Eventually I began to pick at the bumps on my face, at moles and freckles on my arms and legs, and even began to bite the flesh off around my fingers and all my nails. When I was around 14 or 15 a few years later the nail picking got worse and evolved into me spending hours using nail clippers to shred away layer after layer of my nail and resulting in the disfigurement of my right middle finger nail.
At this point I had been living with the diagnosis of OCD and depression for about a year and a half and I was terrified of having yet another mental illness and being labeled a “basket case” that I denied to myself over and over again what I already knew. That what I was doing wasn’t normal.
I was so desperate to prove to myself that this was normal, that there were others out there that had the same problem. Those like me who picked at things relatively small and unnoticeable and made them large angry red scabs.
Eventually I stumbled across a tumblr tag called Dermatillomania and Dermatophagia. The tag had photos of nails ripped up and text posts by girls and boys who said they compulsively picked at their own fingers and face and legs and arms and bite the skin around their nails. I wanted to cry with joy and fear.

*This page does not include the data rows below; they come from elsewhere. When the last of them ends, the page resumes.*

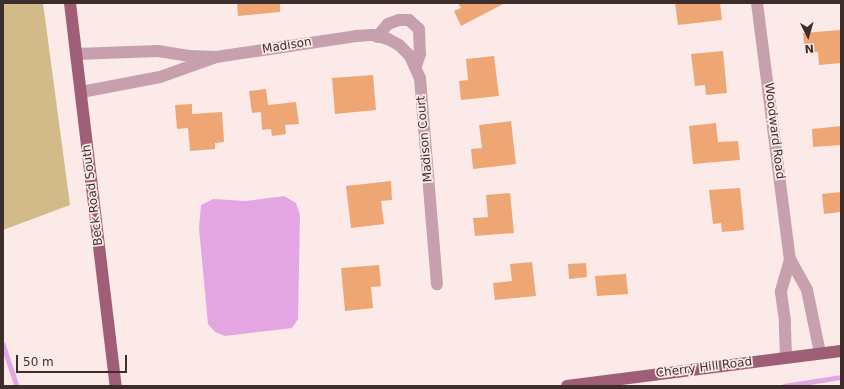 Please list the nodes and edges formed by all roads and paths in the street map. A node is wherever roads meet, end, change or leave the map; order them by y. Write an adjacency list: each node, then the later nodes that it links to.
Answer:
1 (70, 3): 5 (main road, Beck Road South)
2 (757, 3): 9 (street, Woodward Road)
3 (357, 36): 4 (street, Madison Court); 6 (street, Madison)
4 (377, 37): 7 (street, Madison Court); 7 (street)
5 (76, 54): 6 (street, Madison); 8 (main road, Beck Road South)
6 (216, 57): 8 (street, Madison)
7 (416, 66): 10 (street, Madison Court)
8 (81, 92): 14 (main road, Beck Road South)
9 (790, 259): 12 (street, Woodward Road); 13 (street, Woodward Road)
10 (437, 284)
11 (841, 351): 12 (main road, Cherry Hill Road)
12 (820, 353): 13 (main road, Cherry Hill Road)
13 (786, 357): 15 (main road, Cherry Hill Road)
14 (116, 386)
15 (567, 386)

Joy because I realized that I wasn’t alone. Joy because I was not the only one who felt the need to pick and pick and pick at things that nobody else noticed. Joy because what I was doing had a name, the name of Dermatillomania and Dermatophagia, a symptom of Obsessive Compulsive Disorder, and for the first time since it al started, it all made sense.
I was scared though. How would I tell my family? Would they be supportive or just label me a nutjob and think I was overreacting?

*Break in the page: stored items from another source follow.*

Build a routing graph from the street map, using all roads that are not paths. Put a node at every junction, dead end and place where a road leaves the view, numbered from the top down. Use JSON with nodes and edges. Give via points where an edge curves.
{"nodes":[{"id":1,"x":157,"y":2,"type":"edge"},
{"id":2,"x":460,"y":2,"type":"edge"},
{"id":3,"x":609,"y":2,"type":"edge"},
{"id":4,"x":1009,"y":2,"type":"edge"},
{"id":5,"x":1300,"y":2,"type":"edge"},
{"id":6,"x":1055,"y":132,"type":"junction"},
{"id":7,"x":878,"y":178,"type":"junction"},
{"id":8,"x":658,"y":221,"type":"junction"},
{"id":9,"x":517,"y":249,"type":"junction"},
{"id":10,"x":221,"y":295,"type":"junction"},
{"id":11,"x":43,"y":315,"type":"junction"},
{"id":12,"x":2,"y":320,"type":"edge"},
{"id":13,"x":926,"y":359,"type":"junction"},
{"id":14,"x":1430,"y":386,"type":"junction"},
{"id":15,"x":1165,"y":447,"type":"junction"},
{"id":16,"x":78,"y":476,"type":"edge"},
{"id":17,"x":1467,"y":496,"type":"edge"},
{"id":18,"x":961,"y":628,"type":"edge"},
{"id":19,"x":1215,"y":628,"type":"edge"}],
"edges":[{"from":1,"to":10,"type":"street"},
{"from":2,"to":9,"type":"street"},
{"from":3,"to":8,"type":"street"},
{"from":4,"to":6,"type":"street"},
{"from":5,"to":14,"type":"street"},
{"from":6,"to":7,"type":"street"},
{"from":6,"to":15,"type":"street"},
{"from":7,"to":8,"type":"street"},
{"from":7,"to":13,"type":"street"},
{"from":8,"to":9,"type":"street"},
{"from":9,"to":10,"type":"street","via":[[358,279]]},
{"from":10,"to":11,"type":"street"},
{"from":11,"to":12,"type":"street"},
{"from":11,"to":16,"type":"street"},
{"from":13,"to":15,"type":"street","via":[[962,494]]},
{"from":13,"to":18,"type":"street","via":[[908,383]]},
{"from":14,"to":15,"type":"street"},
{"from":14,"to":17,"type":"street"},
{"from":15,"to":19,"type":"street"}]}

Luckily my parents were supportive. My mom took my nail clippers away so I couldn’t ruin my nails anymore than I had, and she made an appointment with my psychologist to help come up with things I could do to stop the picking.
I was already on Zoloft at that point to help manage everything else so my doctor prescribed an amino acid, N-Acetyl-L-Cysteine , to help. I just started taking two six hundred milligram tablets everyday when I get up and go to bed. I don’t think I’ve seen any changes so far, but still, at the time I’m writing this I’ve only taken it for a few days so maybe it takes a while for them to kick in.

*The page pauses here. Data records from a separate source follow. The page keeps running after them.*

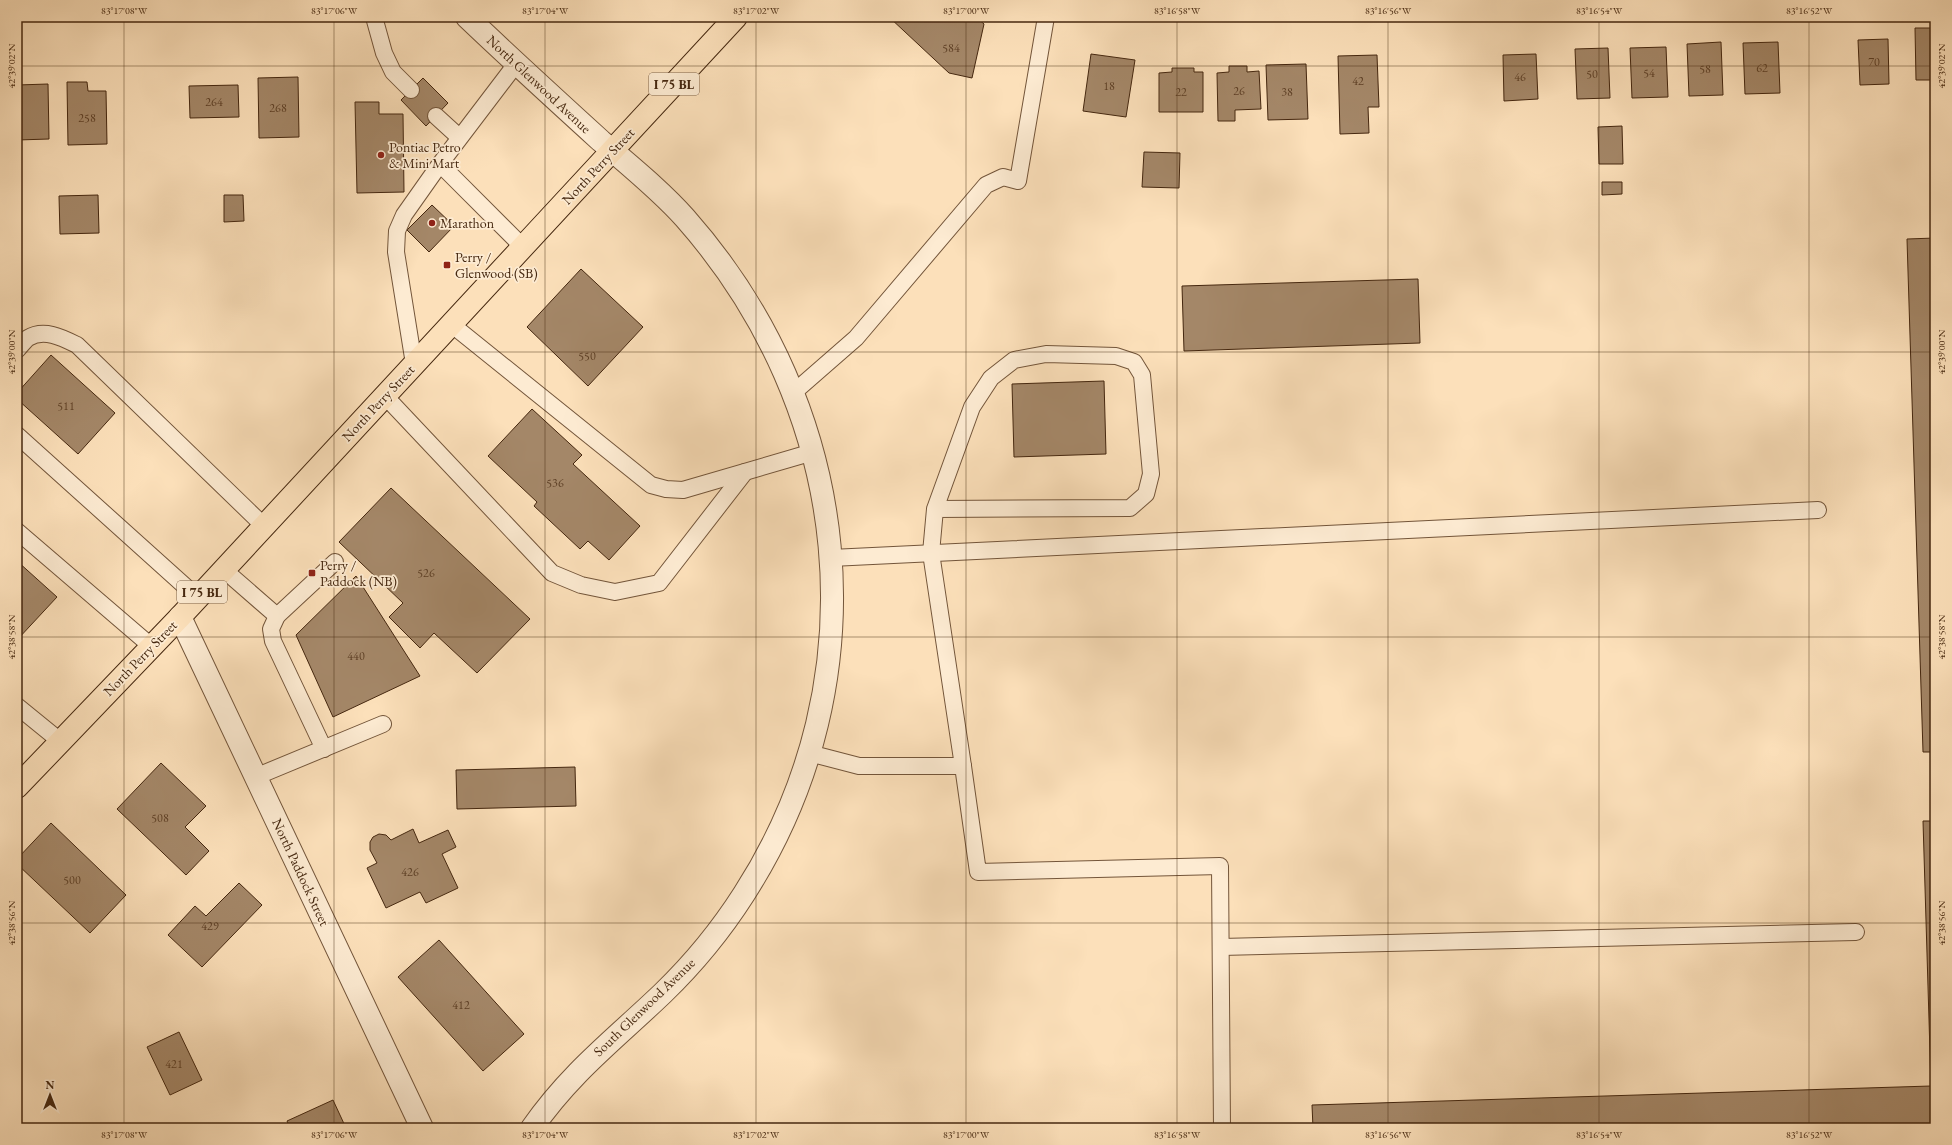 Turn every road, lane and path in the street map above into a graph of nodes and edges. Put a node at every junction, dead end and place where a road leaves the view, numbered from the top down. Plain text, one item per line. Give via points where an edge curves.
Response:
1 (374, 17) edge
2 (467, 17) edge
3 (736, 17) edge
4 (1046, 17) edge
5 (516, 64) junction
6 (411, 90) dead end
7 (436, 116) dead end
8 (460, 137) junction
9 (612, 151) junction
10 (440, 164) junction
11 (523, 247) junction
12 (452, 324) junction
13 (17, 350) edge
14 (414, 364) junction
15 (793, 393) junction
16 (384, 395) junction
17 (17, 435) edge
18 (813, 452) junction
19 (746, 472) junction
20 (935, 509) junction
21 (1818, 510) dead end
22 (264, 526) junction
23 (17, 531) edge
24 (931, 553) junction
25 (831, 558) junction
26 (335, 562) dead end
27 (223, 570) junction
28 (197, 597) junction
29 (277, 616) junction
30 (180, 617) junction
31 (152, 646) junction
32 (17, 706) edge
33 (383, 724) dead end
34 (60, 741) junction
35 (324, 749) junction
36 (809, 753) junction
37 (963, 766) junction
38 (255, 777) junction
39 (17, 787) edge
40 (1856, 932) dead end
41 (1221, 947) junction
42 (422, 1128) edge
43 (532, 1128) edge
44 (1222, 1128) edge

1 - 6 lane via 387,59 394,72
2 - 5 street, North Glenwood Avenue
3 - 9 main road, North Perry Street / I 75 BL
4 - 15 lane via 1018,181 1003,177 986,185 856,338
5 - 8 lane
5 - 9 street, North Glenwood Avenue
7 - 8 lane
8 - 10 lane
9 - 11 main road, North Perry Street / I 75 BL
9 - 15 street, South Glenwood Avenue via 668,199 723,264 764,328
10 - 11 lane
10 - 14 lane via 404,215 397,231 396,252
11 - 12 main road, North Perry Street / I 75 BL
12 - 14 main road, North Perry Street / I 75 BL
12 - 19 lane via 651,485 682,490
13 - 22 lane via 29,338 43,334 59,336 78,345
14 - 16 main road, North Perry Street / I 75 BL
15 - 18 street, South Glenwood Avenue
16 - 19 lane via 552,573 581,585 615,592 659,583
16 - 22 main road, North Perry Street / I 75 BL
17 - 28 lane
18 - 19 lane
18 - 25 street, South Glenwood Avenue via 825,504
20 - 20 lane via 972,407 990,378 1014,360 1046,354 1116,356 1134,362 1142,375 1151,474 1146,494 1130,508
20 - 24 lane
21 - 24 lane
22 - 27 main road, North Perry Street / I 75 BL
23 - 31 lane
24 - 25 lane
24 - 37 lane
25 - 36 street, South Glenwood Avenue via 832,619 828,658 823,695
26 - 29 lane
27 - 28 main road, North Perry Street / I 75 BL
27 - 29 lane
28 - 30 main road, North Perry Street / I 75 BL
29 - 35 lane via 271,629 273,641
30 - 31 main road, North Perry Street / I 75 BL
30 - 38 street, North Paddock Street
31 - 34 main road, North Perry Street / I 75 BL
32 - 34 lane
33 - 35 lane
34 - 39 main road, North Perry Street / I 75 BL
35 - 38 lane
36 - 37 lane via 859,766
36 - 43 street, South Glenwood Avenue via 797,789 773,843 744,895 720,929 666,990 570,1079
37 - 41 lane via 978,872 1220,866
38 - 42 street, North Paddock Street
40 - 41 lane
41 - 44 lane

When I get the urge to pick or bite I try to distract myself by using my hands to do something else. I don’t have a fidget toy but I do usually have a laptop or pencil with me. What I’ll usually do is move the pencil around in my hands for a while or pass it back and forth between my hands. If I have my laptop near me, I’ll write something. I’ll add to my fanfiction or create a new chapter in my book or whatever I feel like working on. I use two hands to type so this normally really works because if I only have one hand typing and the other picking I won’t be able to work as fast as I want to, and so I’ll stop.
Sometimes I feel ashamed of my Dermatillomania and Dermatophagia. Sometimes I’ll look at girls at my school, the ones with the smooth skin and perfectly manicured finger nails and I’ll wish I had that. I’ll wish that I didn’t have to worry about getting a manicure only for me to pick it off the next day. I’ll wish that I didn’t need makeup if I wanted smooth skin.
Then I’ll stop myself and remind myself of all the good that is in my life. My love of literature, my internship working for YA authors promoting reading on social media, my sister who aggravates me past my boiling point at times but I love no matter what, my mom who is the most supportive person in the world, my dad who makes me laugh everytime I see him, my two cats and how cute they are, the way my two cousins say they love me when I have to go home after family dinners.
Dermatillomania and Dermatophagia are just chapters in my story. Yeah they’re sad chapters but they’re still chapters in my story, a part of me that I can’t change. And what great book doesn’t have a few sad chapters?